Electrical motors for hermetical-sealing applications require a feed-through unit which directs electrical energy from the surroundings into the interior of a hermetically sealed motor housing. The feed-through unit must in this regard be sealed gas-tight in connection with the motor housing.
Various electrical feed-through units for hermetic sealing purposes are known. In DE 10 2010 043 773 B4, an electrical feed-through unit for hermetically-sealed compressors in refrigerant cycles is disclosed. The attachment pin and the elastic insulation material are under tension and lead through an opening of the housing of the hermetically-sealed compressor. The attachment pin and the insulating material are connected with each other by vulcanized joining.
In DE 33 24 466 A1, an electrical feed-through unit is disclosed for electric motors. Here, buds made of an insulating and elastic material admit the guiding pin.
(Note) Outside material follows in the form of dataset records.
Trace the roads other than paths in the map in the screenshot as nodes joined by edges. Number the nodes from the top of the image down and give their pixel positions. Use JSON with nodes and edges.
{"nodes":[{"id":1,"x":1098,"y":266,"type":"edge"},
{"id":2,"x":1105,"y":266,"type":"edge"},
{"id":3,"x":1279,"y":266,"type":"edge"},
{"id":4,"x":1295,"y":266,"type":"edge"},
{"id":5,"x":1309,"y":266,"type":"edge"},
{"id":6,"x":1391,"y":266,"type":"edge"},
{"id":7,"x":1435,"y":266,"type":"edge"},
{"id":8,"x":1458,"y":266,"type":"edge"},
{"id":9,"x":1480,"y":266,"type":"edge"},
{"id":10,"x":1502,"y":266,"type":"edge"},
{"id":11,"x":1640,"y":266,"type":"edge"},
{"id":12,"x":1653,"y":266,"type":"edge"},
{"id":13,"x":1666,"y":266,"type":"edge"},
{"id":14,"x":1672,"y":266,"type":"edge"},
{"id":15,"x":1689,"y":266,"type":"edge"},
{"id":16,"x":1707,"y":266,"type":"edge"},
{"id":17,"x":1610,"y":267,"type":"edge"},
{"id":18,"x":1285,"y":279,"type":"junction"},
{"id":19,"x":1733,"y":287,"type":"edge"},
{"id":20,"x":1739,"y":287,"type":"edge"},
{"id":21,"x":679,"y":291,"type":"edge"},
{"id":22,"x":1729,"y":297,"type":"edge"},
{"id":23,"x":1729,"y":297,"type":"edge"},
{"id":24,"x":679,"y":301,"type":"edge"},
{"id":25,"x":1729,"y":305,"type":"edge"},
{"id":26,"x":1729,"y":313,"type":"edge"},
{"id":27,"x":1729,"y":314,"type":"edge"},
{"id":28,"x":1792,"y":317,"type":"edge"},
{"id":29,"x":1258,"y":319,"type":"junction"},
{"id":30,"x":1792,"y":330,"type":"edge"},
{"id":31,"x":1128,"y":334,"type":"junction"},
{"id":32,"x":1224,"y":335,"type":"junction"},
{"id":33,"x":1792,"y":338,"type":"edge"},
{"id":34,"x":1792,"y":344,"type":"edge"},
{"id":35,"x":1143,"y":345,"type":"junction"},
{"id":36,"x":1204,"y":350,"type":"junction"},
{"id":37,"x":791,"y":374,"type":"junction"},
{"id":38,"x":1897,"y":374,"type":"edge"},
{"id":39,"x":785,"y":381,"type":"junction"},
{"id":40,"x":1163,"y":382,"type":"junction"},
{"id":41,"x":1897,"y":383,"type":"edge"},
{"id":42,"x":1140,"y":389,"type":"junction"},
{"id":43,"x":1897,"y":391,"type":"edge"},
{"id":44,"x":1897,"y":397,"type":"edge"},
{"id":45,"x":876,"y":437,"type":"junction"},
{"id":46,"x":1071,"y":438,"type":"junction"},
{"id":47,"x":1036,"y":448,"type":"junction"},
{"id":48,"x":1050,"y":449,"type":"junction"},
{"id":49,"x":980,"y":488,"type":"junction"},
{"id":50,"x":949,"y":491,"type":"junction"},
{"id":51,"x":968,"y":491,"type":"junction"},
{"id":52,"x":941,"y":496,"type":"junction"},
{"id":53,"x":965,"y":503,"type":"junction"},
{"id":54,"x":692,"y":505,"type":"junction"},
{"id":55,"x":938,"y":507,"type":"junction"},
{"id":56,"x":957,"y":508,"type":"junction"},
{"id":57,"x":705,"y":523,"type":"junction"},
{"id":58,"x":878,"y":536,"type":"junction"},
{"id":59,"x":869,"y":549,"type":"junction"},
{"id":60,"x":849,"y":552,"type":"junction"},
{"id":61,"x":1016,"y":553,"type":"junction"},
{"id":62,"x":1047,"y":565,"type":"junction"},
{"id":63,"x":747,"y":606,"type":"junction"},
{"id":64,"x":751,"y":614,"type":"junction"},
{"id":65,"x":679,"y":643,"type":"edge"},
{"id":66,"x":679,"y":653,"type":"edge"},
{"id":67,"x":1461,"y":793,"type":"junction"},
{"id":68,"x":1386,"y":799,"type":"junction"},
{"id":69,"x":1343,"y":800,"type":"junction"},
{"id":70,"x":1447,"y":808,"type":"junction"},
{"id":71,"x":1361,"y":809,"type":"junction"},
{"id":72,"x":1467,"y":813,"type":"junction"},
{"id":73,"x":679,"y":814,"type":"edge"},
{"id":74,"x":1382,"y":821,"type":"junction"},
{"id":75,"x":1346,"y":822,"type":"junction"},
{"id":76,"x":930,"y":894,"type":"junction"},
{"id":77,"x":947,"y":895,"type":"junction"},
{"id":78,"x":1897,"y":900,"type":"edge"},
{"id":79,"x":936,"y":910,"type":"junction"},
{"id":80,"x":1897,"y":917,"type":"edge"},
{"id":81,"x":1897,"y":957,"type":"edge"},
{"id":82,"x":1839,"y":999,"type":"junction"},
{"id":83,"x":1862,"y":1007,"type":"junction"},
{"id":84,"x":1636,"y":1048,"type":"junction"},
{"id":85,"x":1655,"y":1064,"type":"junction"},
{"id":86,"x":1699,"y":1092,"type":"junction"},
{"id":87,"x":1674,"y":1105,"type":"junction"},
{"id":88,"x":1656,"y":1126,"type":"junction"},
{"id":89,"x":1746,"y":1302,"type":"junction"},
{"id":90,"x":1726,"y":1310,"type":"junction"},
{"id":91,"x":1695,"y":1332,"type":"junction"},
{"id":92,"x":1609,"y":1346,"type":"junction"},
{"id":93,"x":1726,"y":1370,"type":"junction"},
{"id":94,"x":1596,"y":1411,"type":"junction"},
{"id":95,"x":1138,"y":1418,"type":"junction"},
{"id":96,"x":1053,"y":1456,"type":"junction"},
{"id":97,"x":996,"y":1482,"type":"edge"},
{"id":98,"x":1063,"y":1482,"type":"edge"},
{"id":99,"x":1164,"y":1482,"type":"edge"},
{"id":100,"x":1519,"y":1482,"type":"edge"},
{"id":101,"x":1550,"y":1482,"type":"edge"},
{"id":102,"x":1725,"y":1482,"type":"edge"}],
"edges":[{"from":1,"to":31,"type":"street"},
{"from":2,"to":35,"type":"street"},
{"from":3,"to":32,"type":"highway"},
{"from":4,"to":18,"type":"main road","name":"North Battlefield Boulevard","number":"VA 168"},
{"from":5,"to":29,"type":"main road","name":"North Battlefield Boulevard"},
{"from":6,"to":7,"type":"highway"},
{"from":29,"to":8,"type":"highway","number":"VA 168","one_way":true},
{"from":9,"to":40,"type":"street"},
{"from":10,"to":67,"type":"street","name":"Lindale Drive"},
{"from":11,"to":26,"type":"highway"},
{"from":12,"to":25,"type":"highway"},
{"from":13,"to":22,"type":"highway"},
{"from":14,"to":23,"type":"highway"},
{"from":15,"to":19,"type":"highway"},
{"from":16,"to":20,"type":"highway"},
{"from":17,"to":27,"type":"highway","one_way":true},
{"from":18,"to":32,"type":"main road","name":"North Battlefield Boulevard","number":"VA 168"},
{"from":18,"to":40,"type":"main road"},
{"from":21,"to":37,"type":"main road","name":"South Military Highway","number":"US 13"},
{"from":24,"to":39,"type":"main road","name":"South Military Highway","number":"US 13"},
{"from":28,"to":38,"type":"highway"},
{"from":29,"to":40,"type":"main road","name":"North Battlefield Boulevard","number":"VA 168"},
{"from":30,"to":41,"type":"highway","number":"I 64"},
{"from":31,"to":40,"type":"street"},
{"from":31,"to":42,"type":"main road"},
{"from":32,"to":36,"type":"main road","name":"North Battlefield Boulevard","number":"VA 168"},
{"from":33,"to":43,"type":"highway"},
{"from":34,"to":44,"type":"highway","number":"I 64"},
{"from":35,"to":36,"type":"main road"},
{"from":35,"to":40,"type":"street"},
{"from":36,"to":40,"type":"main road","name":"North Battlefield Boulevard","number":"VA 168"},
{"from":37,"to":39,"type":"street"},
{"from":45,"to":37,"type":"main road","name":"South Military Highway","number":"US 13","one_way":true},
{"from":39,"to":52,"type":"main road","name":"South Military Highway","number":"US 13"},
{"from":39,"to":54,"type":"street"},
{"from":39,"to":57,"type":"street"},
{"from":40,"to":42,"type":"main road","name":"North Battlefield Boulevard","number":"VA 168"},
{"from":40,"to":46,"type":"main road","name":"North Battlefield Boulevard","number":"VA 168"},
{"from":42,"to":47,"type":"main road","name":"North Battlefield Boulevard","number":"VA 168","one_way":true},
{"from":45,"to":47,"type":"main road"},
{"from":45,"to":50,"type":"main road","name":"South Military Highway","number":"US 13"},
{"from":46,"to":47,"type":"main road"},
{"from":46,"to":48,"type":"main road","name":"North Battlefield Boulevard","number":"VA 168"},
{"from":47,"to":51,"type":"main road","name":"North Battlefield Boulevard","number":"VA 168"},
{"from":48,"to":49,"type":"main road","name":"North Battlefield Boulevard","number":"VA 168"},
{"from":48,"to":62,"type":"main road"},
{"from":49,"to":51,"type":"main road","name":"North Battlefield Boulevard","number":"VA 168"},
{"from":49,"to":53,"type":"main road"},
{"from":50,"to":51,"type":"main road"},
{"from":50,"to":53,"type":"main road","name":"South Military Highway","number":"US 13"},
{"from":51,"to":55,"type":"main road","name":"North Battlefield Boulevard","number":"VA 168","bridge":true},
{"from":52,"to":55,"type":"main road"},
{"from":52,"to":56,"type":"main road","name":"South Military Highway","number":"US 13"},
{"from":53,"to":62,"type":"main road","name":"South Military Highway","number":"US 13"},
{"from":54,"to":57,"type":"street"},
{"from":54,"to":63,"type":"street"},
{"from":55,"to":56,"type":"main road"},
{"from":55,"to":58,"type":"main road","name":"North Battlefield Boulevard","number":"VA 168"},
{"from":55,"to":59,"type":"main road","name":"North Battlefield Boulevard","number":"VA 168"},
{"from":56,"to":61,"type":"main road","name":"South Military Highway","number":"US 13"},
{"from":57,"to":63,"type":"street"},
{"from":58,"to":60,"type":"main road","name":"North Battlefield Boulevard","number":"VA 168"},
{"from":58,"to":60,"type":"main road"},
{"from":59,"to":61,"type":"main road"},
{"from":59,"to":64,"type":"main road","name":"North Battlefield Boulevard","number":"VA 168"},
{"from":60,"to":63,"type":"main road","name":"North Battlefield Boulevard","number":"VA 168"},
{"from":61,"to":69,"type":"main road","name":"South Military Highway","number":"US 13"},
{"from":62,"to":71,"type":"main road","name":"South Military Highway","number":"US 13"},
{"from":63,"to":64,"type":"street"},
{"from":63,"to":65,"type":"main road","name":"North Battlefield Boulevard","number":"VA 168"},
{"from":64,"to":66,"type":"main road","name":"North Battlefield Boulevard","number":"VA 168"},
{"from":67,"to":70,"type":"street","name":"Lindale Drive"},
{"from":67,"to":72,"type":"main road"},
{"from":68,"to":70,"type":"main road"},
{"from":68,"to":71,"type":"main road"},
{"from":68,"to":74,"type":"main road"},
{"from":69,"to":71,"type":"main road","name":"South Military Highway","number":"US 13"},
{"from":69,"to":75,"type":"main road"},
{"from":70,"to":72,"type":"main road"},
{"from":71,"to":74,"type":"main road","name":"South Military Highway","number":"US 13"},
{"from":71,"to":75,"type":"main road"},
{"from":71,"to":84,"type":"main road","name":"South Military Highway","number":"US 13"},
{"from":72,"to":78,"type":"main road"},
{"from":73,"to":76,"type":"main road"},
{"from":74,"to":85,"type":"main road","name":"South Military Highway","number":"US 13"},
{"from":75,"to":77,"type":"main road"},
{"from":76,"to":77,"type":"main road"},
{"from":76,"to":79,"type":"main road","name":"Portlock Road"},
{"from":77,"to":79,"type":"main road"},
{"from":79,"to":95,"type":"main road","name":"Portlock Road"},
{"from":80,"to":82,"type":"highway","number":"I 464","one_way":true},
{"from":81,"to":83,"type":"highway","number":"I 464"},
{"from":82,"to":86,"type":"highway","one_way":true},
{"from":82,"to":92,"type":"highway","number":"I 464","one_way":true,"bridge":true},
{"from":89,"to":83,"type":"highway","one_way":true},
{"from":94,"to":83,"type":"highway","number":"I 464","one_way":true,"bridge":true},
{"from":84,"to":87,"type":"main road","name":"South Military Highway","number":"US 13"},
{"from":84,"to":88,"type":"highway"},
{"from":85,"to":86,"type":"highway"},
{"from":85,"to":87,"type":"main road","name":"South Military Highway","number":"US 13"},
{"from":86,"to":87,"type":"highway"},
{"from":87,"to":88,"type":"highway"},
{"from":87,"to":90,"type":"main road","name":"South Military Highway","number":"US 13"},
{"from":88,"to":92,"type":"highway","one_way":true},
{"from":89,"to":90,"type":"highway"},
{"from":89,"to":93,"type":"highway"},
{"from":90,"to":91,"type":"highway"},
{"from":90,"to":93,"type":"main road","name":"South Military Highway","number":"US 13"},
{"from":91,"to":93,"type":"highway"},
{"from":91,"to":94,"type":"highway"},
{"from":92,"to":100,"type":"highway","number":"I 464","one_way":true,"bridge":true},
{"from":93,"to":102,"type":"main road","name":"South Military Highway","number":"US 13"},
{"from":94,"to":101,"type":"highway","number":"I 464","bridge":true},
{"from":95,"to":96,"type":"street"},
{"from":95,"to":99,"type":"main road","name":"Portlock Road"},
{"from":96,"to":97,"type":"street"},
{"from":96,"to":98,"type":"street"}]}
A bead made of insulating and elastic material provides resistance against the feed-through unit being pressed out of the housing.
DE 10 2006 041 940 A1 discloses an electrical feed-through unit for use in electrical therapy devices such as cardiac pacemakers. The electrical feed-through unit is hermetically sealed off by means of a filler. Here the filler is glass or glass ceramic, which ensures electrical insulation of the feed-through unit.
DE 39 09 186 A1 discloses another electrical feed-through unit for hermetical sealing applications. With this, an attachment line is secured in an active filler sheath, which is soldered in a borehole of the housing.
In practice, electrical feed-through units made of GTMS (glass-to-metal feed-through) are widely made use of. These consist of an outer steel body in which one or more glass bodies are smelted. A glass body, in turn, comprises the actual metallic, thus electrically conducting, pins, and the glass part electrically insulates the pin from the outer steel body.
The GTMS is attached on the motor housing, and requires either a separate seal and attachment material, or it is compressed into the motor housing, with the outer surface of the steel body forming a metallic seal with the motor housing. The arrangement is secured in the motor housing against becoming loose by, for example, a clip, and is hermetically sealed by an O ring, thus a ring-shaped sealing element. As a rule, the GTMS is incorporated before stator installation.
From a functional standpoint, i.e. as regards structural space, pressure impingement and pressure direction, it is desirable to install the stator and electrical feed-through unit into the motor housing in the same fitting direction. If the stator is already installed in the motor housing, only a limited freely-accessible area remains for installing the GTMS. In the case of an interior runner this is within the interior diameter of the stator, and in the case of an exterior runner, outside the stator exterior diameter.
However, as a rule, the GTMS requires more space for assembly. For this reason, electrical feed-through units are often placed outside the motor diameter, which requires additional room for the application and increases the overall structural space of the engine housing.
Alternatively, the assembly sequence can be changed, in that first the GTMS is attached in the housing, and then the stator is inserted. Then the feed-through unit lies behind the stator and no longer is freely accessible. This results in a difficult assembly operation or in a blind operations when the stator winding then makes contact with the GTMS.
A further disadvantage of the known GTMS are the large apertures required in the housing, which contribute to a weakening of the overall structure, which is especially relevant in high-pressure applications such as a carbon dioxide compressor.
Additionally, the difficult GTMS manufacturing process results in higher tolerances of electrically conducting pins. Along with that, the manufacturing process and also the later application places limits on choices for material of the current-carrying line to steel, which does not have good electrical properties. Lastly, due to brittleness of glass, GTMS is very sensitive to mechanical effects such as shear forces or torsion, which may appear during the assembly process.
The object of the invention is to provide an electrical motor that is particularly suited for hermetically-sealing, thus gas-tight, applications, and can from outside be supplied with the required electrical energy. An effort is also made to produce the electrical feed-through unit and to further install it in a more cost-efficient manner, and to make the feed-through unit design more flexible in positioning.